India's fight against foreign-inspired indigenous
Islamic terrorism has to be at two levels - prevention, and pro-active remedial
measures. The strategy has to be developed through national expertise and
not political expediency. Religious terror should be identified as a national
danger and people should unite irrespective of their religion, political division
and regional differences. Trying to score political points on successes and
failures, earning the applause of one section by spewing the venom of hatred
against another, and above all, apathy of the general public are all obstacles
to be overcome. Fighting terrorism is a national goal, rather than something
to be made aware of through police advertisements.
However, the Indian Muslims will have to play
a more prominent and pro-active role in fighting the menace. They are the
worse sufferers of terrorism than other communities. The first danger to them
is increasing alienation and becoming suspect for no personal fault of theirs.
Secondly, there can be collateral damage to the community because of police
raids and preventive action.
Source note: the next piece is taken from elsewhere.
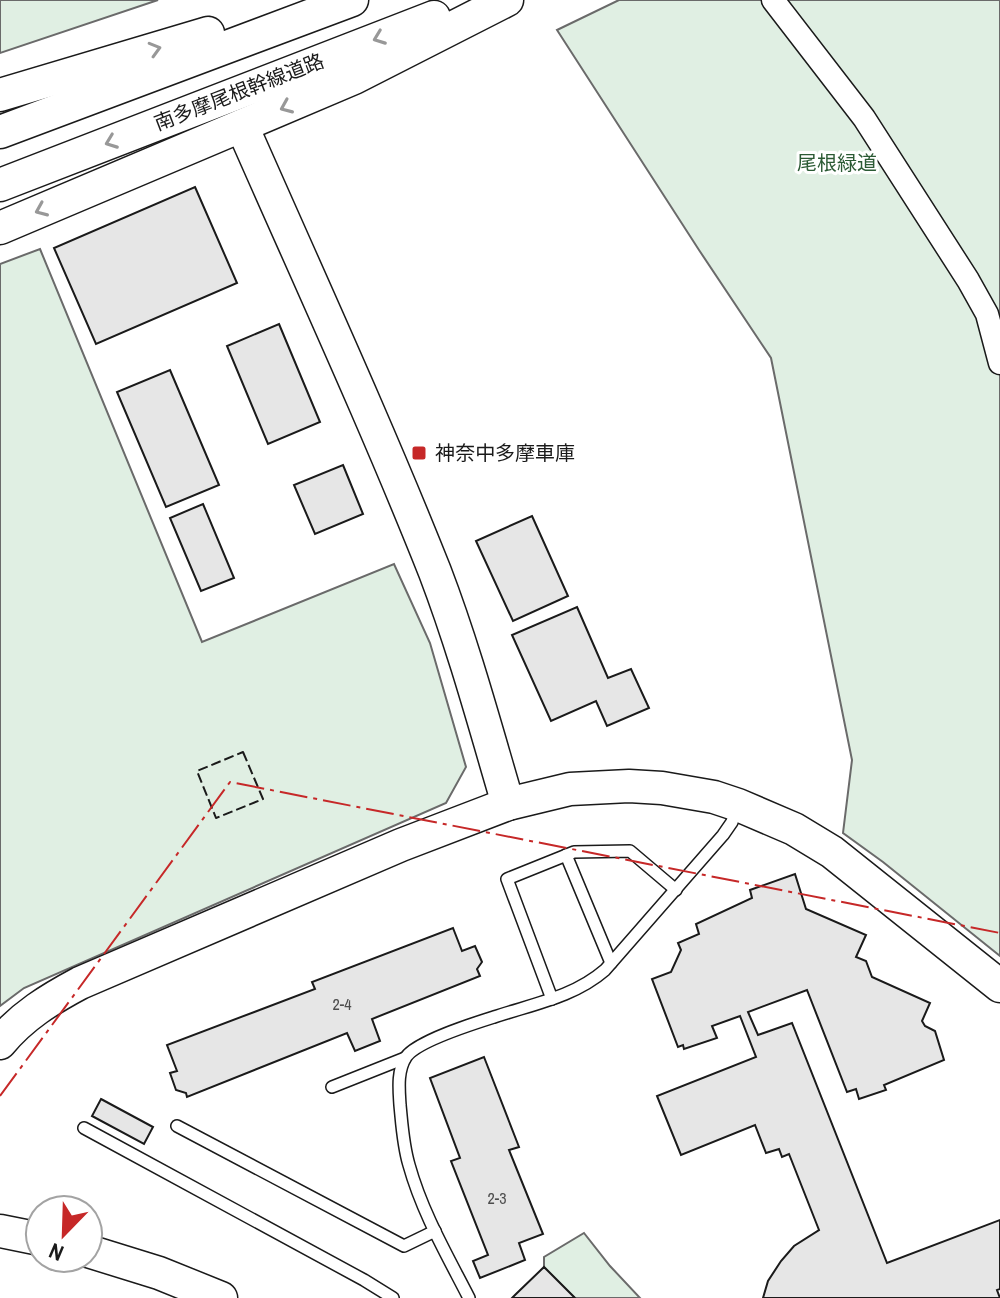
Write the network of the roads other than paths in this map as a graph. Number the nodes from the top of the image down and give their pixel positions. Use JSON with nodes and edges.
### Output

Thirdly, the community's frustration and insecurity
could spread and it would help the foreign terrorist groups to get more Indian
recruits.
What the Indian Muslims should do to save
themselves and the nation from the danger of terrorism that goes in the name
of their religion, is best spelt out by a young Muslim IPS officer Asif Jalal
in an article in the Indian Express (July 30, 2006): "The Muslim community
must take the extremists' act more seriously because the consequences of terrorism
on Indian soil, in a multi-religious society, are enormous... A situation
where boys born and brought up in UP and Bihar plant explosives in temples
and trains would certainly script a terrible destiny for over 140 million
Indian Muslims.
"To eradicate this ideology, the Muslims
need to take serious, perceptible and relentless efforts. Counter-terrorism
requires a systematic plan of action to insulate the general youth and de-toxicate
those infected with the ideology. The thinking Muslims will have to go out
of the comforts of homes and work in gallis, seminaries, mosques and other
public places to acquaint common Muslims of the dangers of such an ideology...
Terrorism is also a battle within the Muslim community; a battle between the
life instinct of the many and the death wish of a handful of lunatics. A Muslim
has reason to fight and win this battle for the good of the many of their
brethren, besides the larger interest of India."